Given entries: Begin
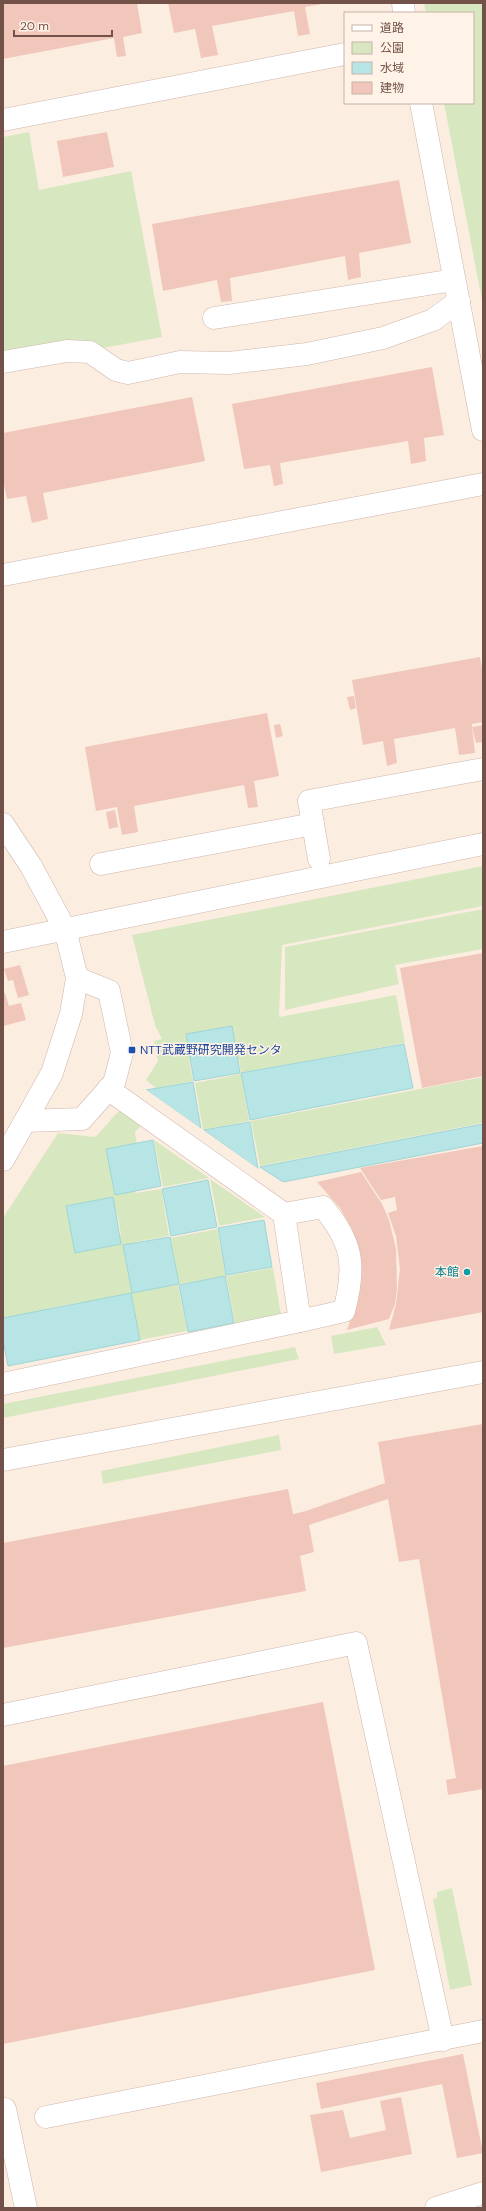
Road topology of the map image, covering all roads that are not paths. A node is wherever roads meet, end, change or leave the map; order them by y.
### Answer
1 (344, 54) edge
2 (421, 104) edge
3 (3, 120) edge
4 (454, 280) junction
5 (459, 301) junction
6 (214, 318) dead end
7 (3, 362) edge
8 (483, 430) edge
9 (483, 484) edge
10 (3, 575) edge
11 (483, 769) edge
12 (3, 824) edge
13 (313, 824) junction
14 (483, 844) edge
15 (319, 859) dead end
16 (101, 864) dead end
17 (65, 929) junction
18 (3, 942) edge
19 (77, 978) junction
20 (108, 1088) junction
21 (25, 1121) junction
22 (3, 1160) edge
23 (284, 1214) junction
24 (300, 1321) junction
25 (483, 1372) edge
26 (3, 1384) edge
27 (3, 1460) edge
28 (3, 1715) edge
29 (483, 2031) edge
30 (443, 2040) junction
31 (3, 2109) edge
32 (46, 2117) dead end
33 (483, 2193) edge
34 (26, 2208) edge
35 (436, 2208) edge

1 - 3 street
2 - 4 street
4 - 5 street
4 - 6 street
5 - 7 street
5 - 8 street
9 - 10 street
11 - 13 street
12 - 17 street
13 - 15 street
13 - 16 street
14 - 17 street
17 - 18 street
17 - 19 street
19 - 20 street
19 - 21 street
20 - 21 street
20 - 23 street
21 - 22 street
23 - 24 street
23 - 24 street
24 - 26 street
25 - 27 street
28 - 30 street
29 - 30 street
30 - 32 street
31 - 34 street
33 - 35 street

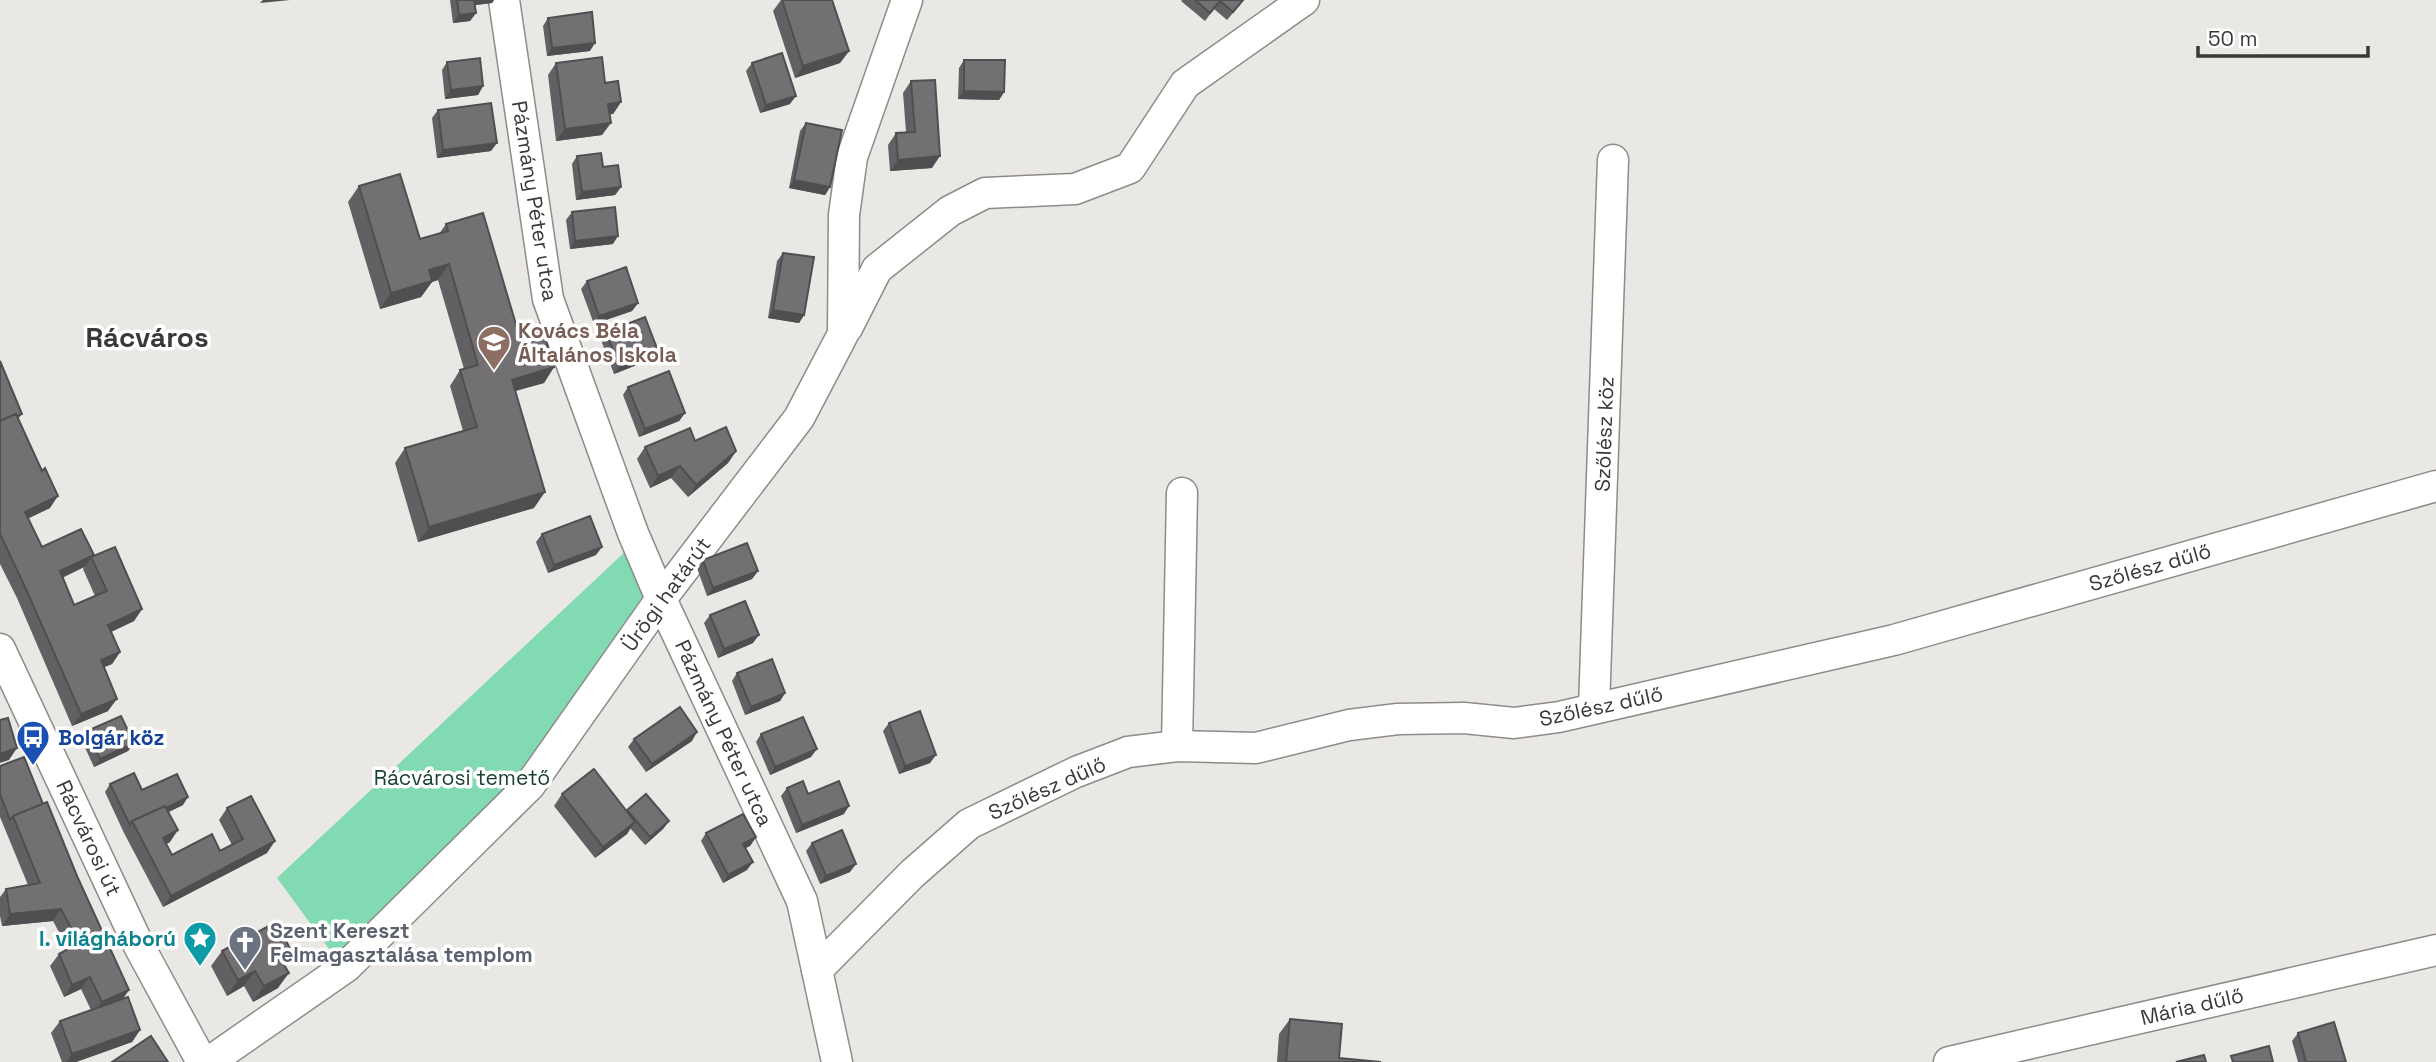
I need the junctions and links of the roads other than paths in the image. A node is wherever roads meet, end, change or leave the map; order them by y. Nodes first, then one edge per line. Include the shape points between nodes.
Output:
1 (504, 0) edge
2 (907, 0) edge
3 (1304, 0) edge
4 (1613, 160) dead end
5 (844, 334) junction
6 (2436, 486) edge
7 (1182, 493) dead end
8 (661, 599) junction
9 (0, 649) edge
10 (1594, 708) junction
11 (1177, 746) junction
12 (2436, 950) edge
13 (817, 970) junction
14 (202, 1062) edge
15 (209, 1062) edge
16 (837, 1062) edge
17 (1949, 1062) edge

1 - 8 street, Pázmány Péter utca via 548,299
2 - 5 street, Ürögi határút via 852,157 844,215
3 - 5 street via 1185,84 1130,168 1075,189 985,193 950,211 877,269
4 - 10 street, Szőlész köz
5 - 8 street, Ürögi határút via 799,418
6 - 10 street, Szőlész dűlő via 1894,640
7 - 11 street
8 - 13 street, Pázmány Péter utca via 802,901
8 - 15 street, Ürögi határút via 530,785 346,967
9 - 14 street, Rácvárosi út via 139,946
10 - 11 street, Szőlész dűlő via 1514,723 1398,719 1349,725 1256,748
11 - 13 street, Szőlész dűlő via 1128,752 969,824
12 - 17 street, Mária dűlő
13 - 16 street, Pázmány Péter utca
Given entries: End
Problem: Look through the listing above. Pick out each line with "Pázmány" and copy it.

Your response:
1 - 8 street, Pázmány Péter utca via 548,299
8 - 13 street, Pázmány Péter utca via 802,901
13 - 16 street, Pázmány Péter utca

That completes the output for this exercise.